Raw data>

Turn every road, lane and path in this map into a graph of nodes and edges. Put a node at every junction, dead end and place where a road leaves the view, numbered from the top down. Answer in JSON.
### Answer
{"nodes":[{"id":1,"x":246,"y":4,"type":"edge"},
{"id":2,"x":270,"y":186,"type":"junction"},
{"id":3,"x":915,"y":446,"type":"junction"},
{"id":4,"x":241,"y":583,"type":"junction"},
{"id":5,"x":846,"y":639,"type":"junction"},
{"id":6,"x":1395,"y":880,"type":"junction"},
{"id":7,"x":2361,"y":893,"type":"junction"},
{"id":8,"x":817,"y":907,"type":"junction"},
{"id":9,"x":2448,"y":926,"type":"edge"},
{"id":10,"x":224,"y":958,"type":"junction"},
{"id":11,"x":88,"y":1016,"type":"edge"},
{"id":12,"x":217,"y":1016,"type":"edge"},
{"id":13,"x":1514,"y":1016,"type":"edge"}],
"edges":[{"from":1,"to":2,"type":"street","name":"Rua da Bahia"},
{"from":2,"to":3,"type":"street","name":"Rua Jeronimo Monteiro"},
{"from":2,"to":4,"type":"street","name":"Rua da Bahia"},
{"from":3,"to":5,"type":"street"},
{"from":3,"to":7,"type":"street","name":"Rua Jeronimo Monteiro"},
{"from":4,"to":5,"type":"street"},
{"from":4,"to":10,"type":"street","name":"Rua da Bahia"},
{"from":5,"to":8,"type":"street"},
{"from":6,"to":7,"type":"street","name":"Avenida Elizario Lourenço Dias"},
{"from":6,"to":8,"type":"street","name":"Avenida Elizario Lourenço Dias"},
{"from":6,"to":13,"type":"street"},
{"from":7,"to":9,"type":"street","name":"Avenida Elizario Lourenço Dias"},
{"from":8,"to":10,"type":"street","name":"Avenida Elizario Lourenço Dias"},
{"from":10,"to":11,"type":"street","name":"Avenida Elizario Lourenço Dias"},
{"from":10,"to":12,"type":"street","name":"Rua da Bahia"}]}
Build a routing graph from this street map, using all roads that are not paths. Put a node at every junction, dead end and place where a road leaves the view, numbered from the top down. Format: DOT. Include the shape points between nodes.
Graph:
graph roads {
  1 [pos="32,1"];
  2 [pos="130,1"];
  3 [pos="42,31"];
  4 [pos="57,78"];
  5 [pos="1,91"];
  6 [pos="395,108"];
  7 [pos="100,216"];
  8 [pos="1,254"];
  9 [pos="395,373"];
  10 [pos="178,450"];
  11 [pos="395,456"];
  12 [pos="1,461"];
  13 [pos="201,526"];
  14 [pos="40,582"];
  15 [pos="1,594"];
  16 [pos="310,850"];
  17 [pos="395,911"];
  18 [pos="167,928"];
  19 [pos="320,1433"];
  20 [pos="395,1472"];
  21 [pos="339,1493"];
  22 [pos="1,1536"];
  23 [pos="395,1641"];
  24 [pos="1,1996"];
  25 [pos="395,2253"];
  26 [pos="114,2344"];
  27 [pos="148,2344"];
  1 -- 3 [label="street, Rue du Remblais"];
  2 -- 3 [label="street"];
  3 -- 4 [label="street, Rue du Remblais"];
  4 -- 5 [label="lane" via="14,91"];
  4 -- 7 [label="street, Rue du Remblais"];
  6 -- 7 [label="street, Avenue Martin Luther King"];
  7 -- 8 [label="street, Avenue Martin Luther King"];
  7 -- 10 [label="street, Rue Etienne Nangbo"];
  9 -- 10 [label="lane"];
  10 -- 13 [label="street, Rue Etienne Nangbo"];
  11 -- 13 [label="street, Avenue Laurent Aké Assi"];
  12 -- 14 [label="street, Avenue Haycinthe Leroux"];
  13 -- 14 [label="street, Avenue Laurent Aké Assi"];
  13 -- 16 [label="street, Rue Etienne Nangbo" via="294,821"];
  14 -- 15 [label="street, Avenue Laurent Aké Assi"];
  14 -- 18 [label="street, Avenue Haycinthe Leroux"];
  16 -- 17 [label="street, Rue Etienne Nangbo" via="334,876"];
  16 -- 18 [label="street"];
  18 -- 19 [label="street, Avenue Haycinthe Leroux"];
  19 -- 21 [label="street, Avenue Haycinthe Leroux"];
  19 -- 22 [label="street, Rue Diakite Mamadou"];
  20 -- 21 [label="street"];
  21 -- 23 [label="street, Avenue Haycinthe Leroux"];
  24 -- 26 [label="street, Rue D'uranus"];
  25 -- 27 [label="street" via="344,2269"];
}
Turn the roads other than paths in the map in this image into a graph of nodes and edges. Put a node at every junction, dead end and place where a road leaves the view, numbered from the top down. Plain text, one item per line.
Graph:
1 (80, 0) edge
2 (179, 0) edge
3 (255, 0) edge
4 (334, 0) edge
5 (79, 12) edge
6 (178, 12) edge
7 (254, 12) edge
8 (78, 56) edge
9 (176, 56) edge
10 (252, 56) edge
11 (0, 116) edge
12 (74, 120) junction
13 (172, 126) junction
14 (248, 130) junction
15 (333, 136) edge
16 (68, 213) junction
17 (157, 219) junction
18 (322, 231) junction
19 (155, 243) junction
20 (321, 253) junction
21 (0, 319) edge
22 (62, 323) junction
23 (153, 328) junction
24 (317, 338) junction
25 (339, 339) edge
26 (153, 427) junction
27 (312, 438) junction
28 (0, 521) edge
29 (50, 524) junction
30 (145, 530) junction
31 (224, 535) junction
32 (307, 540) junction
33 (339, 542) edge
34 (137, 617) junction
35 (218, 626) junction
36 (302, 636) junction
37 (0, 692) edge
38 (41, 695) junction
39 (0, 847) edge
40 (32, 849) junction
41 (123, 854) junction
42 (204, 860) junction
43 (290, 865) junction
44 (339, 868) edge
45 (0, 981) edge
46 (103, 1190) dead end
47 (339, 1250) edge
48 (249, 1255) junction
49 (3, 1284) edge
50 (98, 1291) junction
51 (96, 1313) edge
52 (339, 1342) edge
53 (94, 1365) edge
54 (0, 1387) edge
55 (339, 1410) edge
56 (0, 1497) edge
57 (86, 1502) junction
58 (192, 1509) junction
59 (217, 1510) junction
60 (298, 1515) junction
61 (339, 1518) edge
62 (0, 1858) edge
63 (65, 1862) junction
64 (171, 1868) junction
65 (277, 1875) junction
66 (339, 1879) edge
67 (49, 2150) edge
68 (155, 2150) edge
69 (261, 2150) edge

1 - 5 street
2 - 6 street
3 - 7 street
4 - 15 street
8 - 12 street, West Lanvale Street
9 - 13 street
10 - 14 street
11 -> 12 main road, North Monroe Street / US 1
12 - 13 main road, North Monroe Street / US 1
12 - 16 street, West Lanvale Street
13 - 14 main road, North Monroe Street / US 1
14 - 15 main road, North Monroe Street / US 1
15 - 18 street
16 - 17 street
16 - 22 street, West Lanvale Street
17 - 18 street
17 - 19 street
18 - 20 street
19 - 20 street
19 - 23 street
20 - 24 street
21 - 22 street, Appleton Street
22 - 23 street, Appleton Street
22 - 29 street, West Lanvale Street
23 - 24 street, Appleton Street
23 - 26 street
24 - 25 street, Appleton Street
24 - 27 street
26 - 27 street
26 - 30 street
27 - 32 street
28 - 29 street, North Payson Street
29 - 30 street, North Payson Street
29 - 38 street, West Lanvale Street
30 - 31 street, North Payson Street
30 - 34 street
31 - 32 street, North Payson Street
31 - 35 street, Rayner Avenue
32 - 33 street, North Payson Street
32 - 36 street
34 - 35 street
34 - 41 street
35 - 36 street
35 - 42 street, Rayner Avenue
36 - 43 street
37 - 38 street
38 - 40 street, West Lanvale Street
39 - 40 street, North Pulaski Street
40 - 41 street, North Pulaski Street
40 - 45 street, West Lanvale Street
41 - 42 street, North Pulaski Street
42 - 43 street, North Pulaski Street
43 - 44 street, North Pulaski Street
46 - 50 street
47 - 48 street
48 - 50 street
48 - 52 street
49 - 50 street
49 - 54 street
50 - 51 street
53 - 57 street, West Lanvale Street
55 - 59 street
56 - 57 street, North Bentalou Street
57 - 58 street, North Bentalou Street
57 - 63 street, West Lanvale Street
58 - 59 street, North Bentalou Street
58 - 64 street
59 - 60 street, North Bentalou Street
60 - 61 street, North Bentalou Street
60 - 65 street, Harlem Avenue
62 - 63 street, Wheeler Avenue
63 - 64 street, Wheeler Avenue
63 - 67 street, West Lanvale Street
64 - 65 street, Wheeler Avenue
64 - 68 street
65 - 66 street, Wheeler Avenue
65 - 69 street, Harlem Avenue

Exercise prompt>
Look for the word "place" in the records above, count the lines that hold it, and give only that number.

Completed exercise>
3